Simonton: Sua missão, sua dor e seu testemunho!

Morro do Castelo, domingo 19 de junho de 1864.

     Nossa primeira filha acaba de nascer às onze horas, e já se passaram vinte e cinco minutos. Deus seja louvado por sua bondade. Ouviu, e respondeu as nossas orações; eu o louvarei por sua bondade. A lembrança do sofrimento de Helen está ainda muito viva para permitir que pense na criança.

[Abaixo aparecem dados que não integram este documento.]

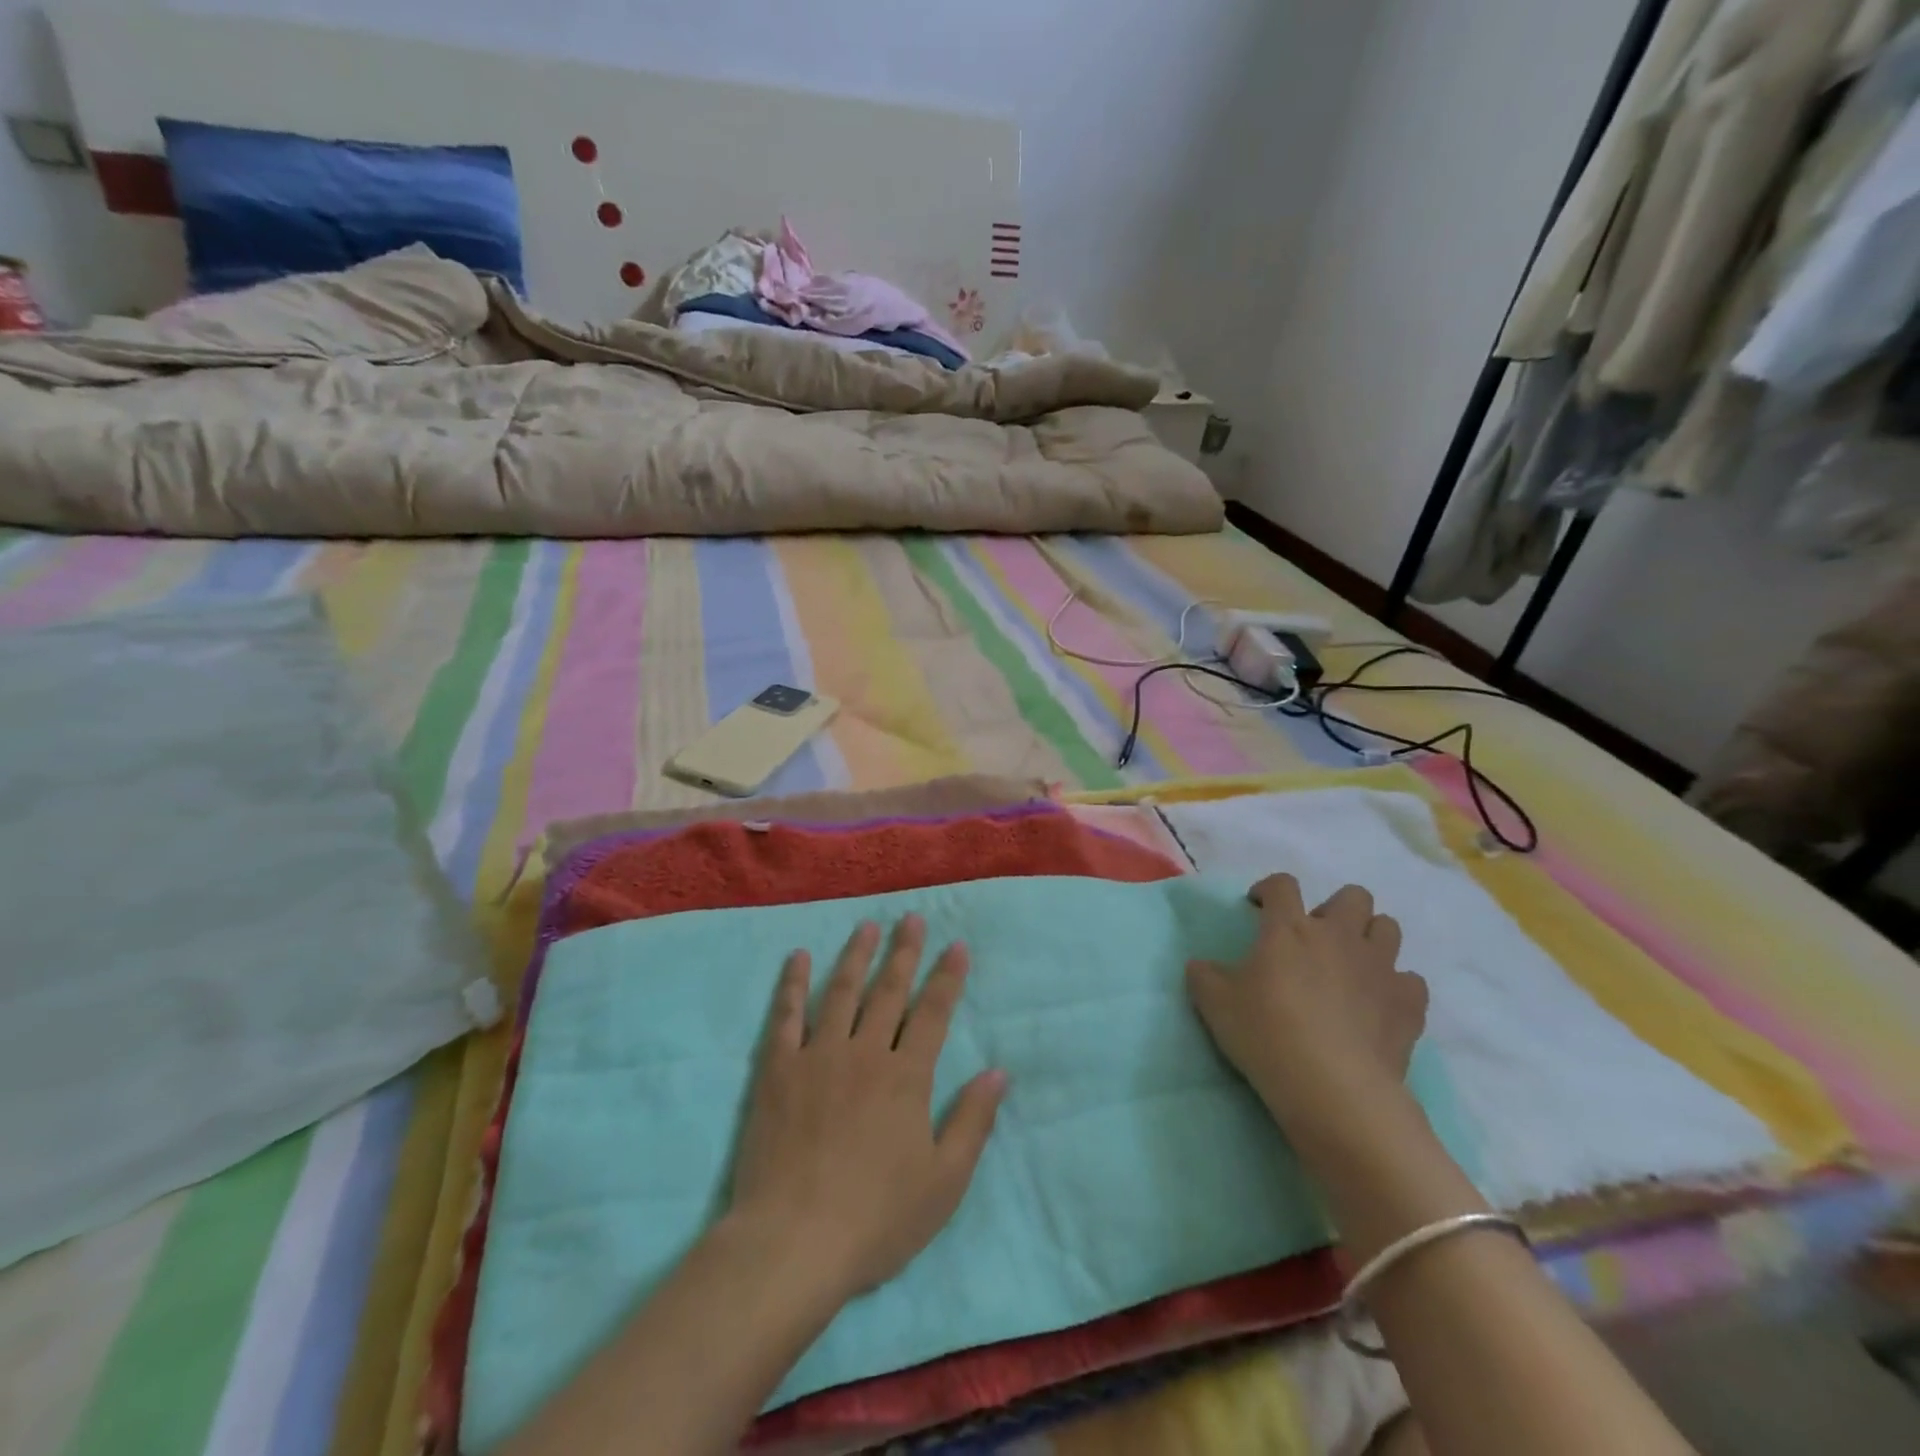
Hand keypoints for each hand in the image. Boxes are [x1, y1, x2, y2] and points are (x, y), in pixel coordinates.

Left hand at [728, 915, 1006, 1299]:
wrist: (793, 1242)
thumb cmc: (876, 1219)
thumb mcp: (944, 1182)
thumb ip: (972, 1122)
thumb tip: (997, 1071)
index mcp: (906, 1077)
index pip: (933, 1013)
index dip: (947, 977)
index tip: (956, 945)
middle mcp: (865, 1053)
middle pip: (889, 992)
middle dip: (904, 953)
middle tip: (912, 919)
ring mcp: (818, 1056)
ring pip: (841, 992)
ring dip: (856, 956)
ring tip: (866, 926)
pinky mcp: (777, 1070)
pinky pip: (786, 1017)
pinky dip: (792, 985)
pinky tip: (797, 958)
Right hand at [1186, 875, 1428, 1144]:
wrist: (1333, 1089)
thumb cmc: (1266, 1034)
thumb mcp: (1214, 1004)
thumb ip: (1204, 976)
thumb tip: (1199, 965)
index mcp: (1289, 928)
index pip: (1282, 884)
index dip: (1268, 889)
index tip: (1258, 907)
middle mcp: (1339, 936)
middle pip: (1353, 896)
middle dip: (1335, 908)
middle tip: (1314, 938)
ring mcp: (1379, 968)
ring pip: (1388, 928)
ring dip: (1370, 938)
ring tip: (1350, 965)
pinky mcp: (1408, 1004)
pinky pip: (1410, 981)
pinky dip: (1396, 987)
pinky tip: (1378, 1004)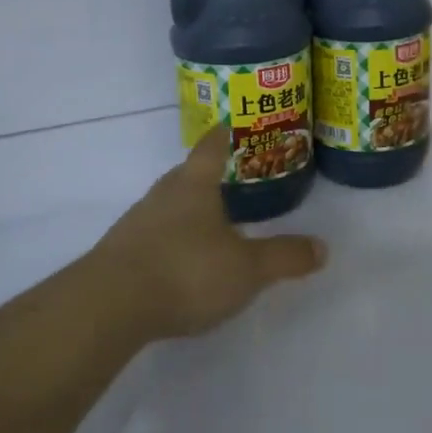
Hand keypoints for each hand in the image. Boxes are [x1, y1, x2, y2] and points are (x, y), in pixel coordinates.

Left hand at [91, 129, 326, 338]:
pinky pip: (152, 236)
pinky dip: (169, 240)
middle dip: (206, 176)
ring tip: (209, 224)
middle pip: (186, 175)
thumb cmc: (186, 272)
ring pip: (167, 207)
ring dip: (187, 211)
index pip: (211, 147)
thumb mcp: (247, 269)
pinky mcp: (119, 254)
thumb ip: (284, 257)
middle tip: (229, 180)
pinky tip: (181, 261)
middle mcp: (162, 195)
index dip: (224, 135)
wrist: (109, 307)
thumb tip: (322, 248)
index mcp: (194, 186)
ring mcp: (136, 224)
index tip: (230, 125)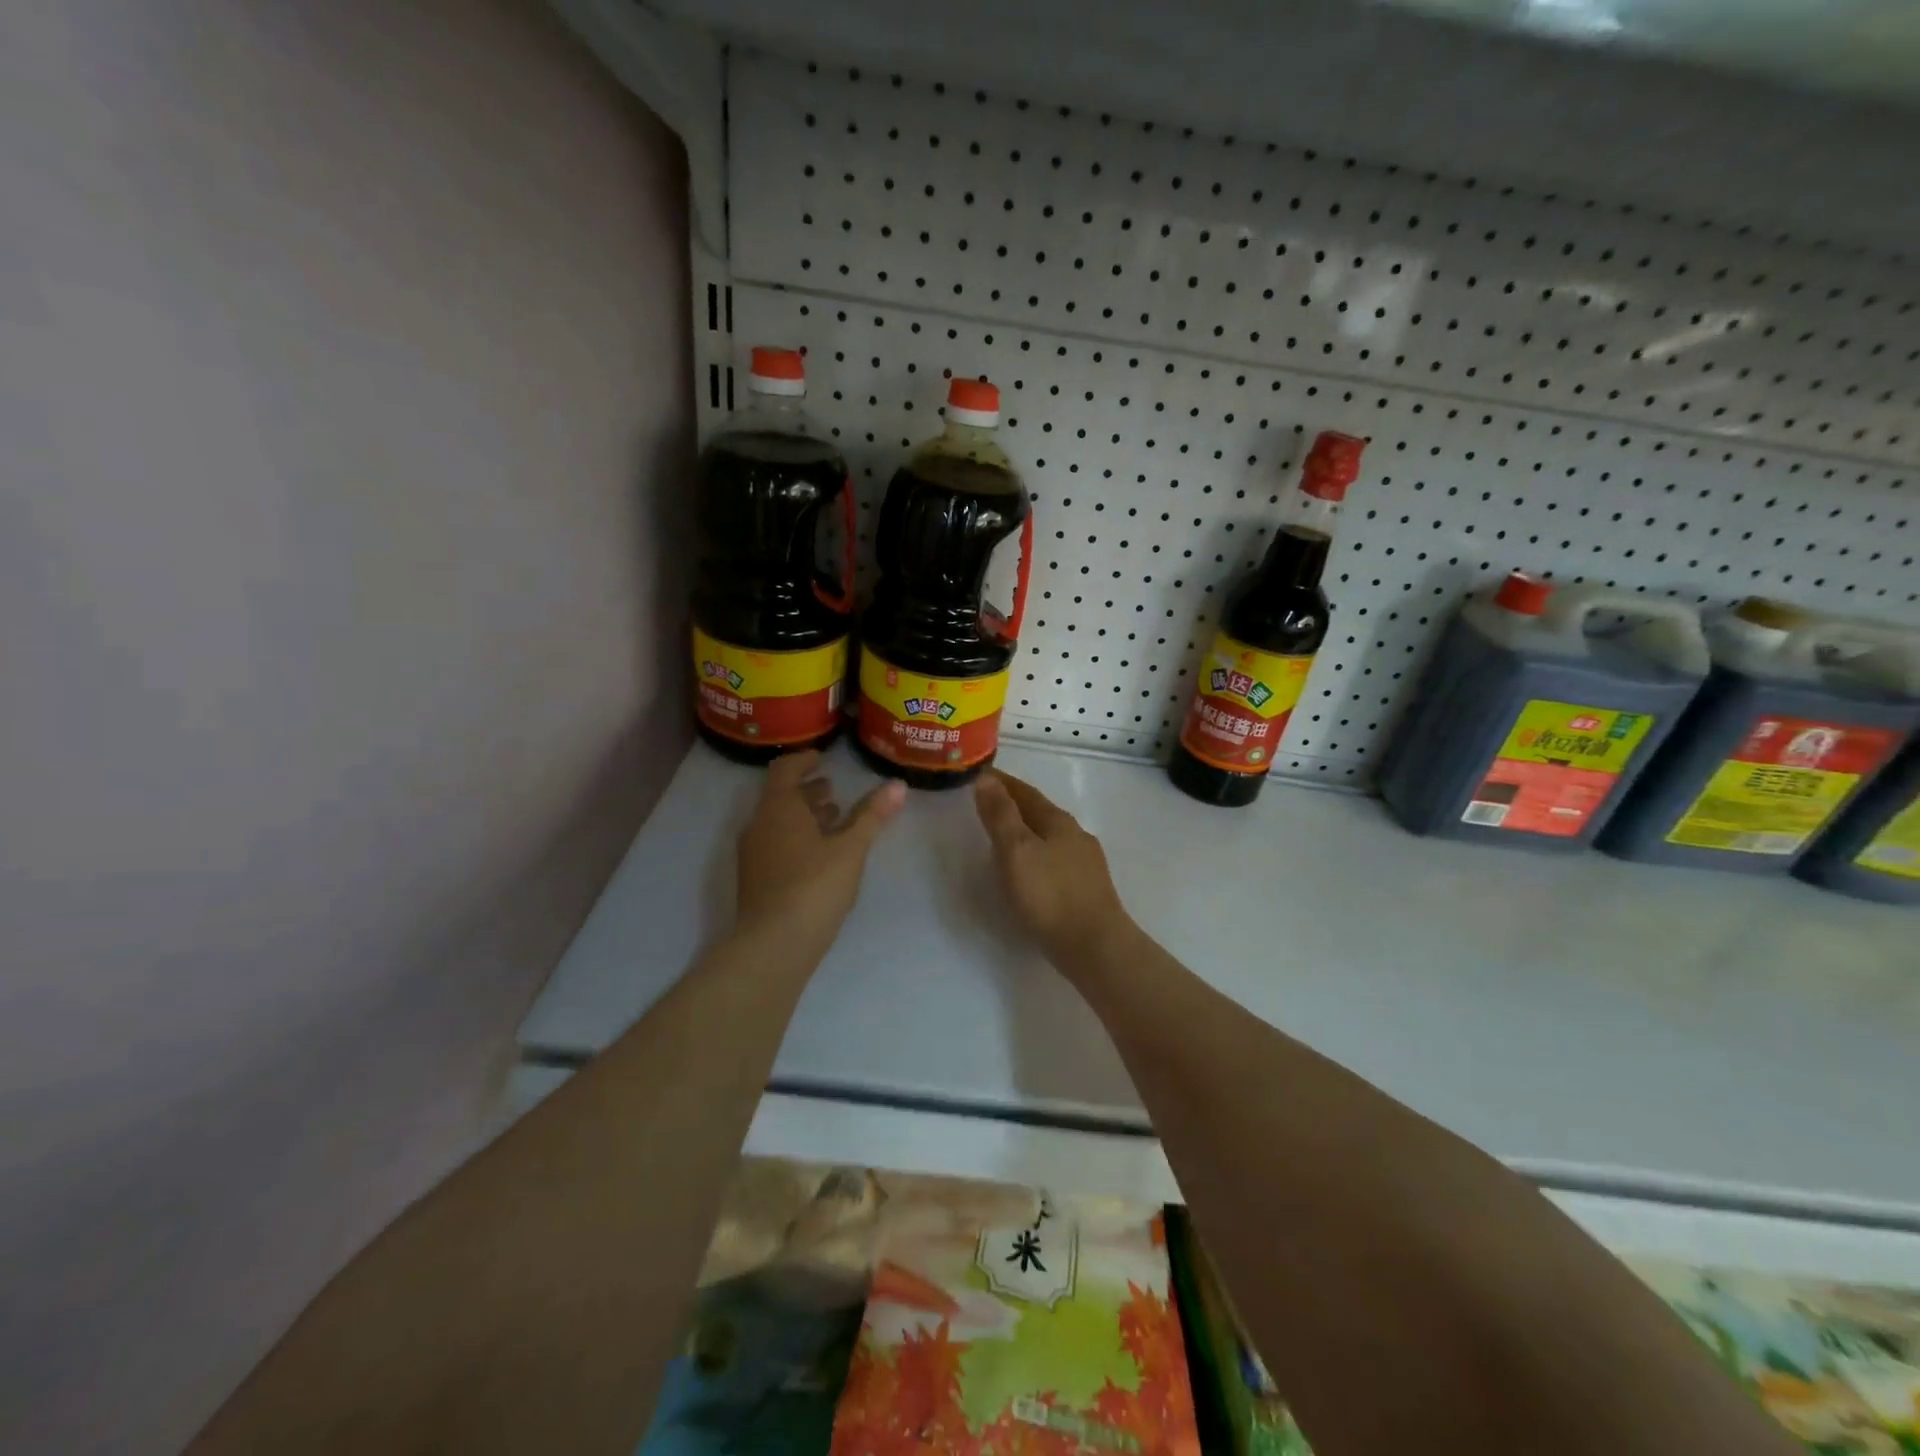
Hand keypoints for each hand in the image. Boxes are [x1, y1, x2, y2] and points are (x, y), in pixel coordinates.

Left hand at [735, 750, 904, 957]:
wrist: (773, 945)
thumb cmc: (814, 886)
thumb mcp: (851, 849)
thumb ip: (873, 816)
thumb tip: (898, 785)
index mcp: (778, 808)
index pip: (785, 769)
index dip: (803, 760)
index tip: (823, 758)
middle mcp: (759, 825)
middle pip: (781, 797)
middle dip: (808, 791)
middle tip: (834, 789)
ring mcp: (753, 854)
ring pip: (779, 823)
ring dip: (805, 816)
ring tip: (834, 819)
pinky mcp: (756, 879)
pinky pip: (777, 844)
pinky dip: (798, 838)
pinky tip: (822, 855)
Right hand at [973, 770, 1131, 977]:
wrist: (1095, 947)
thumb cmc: (1049, 896)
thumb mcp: (1016, 851)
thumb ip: (1001, 815)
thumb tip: (987, 779)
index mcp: (1058, 821)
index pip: (1025, 792)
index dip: (1002, 782)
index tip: (980, 775)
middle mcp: (1076, 835)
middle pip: (1040, 811)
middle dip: (1014, 804)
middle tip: (987, 802)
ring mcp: (1085, 862)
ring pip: (1050, 836)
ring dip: (1026, 829)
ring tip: (1004, 835)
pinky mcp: (1087, 888)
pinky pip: (1055, 859)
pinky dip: (1036, 853)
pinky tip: (1030, 868)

Terça-feira, 28 de junho de 1864.

     Deus tenha piedade de mim agora, pois águas profundas rolaram sobre mim. Helen está estendida em seu caixão na salinha de entrada. Deus a levou tão de repente que ando como quem sonha.

1 de julho de 1864.

     Acabo de voltar de um pequeno passeio com Chamberlain. Como está tudo mudado a minha volta de dentro de mim! O Senhor me trouxe aflições, mas preciso manter a calma. Sinto que Ele também me deu sustento para não me deixar vencer. A menos que me curve submissamente sob o golpe, temo tornar-me duro. Meu Deus e Salvador guarde-me, e a minha pequena Helen. Pobre coisinha. Não estou ainda consciente do que tenho que lhe dar além de meu carinho.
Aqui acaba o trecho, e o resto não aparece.